── AVAILABLE RECORDS

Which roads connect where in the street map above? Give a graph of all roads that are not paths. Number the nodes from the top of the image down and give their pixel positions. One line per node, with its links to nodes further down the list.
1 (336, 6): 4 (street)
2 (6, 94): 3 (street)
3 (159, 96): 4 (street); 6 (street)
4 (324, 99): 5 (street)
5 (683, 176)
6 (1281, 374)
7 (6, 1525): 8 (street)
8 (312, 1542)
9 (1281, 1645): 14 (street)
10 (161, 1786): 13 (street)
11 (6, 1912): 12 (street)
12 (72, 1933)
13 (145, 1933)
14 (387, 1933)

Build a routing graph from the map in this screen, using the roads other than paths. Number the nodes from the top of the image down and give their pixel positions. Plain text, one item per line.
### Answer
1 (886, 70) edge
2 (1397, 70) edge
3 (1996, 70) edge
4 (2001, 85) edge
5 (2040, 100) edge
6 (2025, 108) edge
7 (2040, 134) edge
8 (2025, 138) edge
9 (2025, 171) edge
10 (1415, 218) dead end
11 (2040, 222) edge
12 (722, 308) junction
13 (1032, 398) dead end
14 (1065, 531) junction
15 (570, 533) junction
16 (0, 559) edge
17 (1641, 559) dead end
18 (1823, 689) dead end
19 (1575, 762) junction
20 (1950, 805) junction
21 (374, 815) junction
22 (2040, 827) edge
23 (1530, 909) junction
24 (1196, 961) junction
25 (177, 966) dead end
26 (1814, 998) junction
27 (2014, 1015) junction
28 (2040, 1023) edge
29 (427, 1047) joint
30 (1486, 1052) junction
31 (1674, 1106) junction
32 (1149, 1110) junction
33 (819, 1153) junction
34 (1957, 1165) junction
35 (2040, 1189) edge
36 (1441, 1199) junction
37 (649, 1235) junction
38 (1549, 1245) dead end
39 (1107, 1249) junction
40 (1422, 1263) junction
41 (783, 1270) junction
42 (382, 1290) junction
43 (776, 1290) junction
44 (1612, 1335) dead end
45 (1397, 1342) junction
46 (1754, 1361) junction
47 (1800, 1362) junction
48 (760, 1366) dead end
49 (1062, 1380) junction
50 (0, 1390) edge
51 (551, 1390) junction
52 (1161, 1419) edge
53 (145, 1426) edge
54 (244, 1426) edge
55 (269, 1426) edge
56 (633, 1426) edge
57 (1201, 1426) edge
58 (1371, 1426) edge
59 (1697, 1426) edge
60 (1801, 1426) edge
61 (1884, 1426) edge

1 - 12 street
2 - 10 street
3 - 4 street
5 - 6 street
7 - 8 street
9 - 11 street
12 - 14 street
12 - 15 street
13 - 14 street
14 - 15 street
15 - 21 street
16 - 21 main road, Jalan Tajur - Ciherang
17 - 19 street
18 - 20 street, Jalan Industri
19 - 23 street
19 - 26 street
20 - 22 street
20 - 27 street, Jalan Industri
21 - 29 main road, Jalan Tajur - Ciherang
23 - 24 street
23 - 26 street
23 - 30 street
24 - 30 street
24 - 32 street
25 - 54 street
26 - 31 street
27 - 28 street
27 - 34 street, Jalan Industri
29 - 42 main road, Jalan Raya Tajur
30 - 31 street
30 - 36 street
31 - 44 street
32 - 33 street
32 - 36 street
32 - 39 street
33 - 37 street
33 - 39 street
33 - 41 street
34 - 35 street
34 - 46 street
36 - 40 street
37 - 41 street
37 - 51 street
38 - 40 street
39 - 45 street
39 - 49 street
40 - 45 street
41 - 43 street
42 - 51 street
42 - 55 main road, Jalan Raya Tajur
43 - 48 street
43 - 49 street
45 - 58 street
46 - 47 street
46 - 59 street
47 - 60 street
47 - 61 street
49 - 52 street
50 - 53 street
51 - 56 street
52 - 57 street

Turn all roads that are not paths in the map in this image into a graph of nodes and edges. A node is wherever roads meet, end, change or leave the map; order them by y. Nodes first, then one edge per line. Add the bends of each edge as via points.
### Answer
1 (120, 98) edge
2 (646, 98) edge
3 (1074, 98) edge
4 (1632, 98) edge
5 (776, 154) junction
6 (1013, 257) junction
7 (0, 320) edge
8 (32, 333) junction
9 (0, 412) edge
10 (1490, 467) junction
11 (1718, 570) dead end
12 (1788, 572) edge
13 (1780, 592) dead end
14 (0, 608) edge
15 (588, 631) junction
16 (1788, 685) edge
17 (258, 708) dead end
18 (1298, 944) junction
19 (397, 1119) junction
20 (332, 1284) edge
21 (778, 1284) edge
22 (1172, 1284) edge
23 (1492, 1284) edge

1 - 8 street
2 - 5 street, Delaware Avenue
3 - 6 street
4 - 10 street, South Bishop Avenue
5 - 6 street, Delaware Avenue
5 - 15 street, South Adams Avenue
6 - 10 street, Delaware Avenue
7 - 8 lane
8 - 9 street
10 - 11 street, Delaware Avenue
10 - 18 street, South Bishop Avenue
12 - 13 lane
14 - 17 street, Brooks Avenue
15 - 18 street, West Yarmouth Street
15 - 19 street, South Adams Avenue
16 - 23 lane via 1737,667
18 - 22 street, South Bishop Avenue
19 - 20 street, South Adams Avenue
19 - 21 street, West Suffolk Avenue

────

- **EXERCISE DETAILS**: For each line in the entries that contains the string "Delaware", make a copy.

- **OUTPUT OF THE EXERCISE**:
2 - 5 street, Delaware Avenue
5 - 6 street, Delaware Avenue
6 - 10 street, Delaware Avenue
10 - 11 street, Delaware Avenue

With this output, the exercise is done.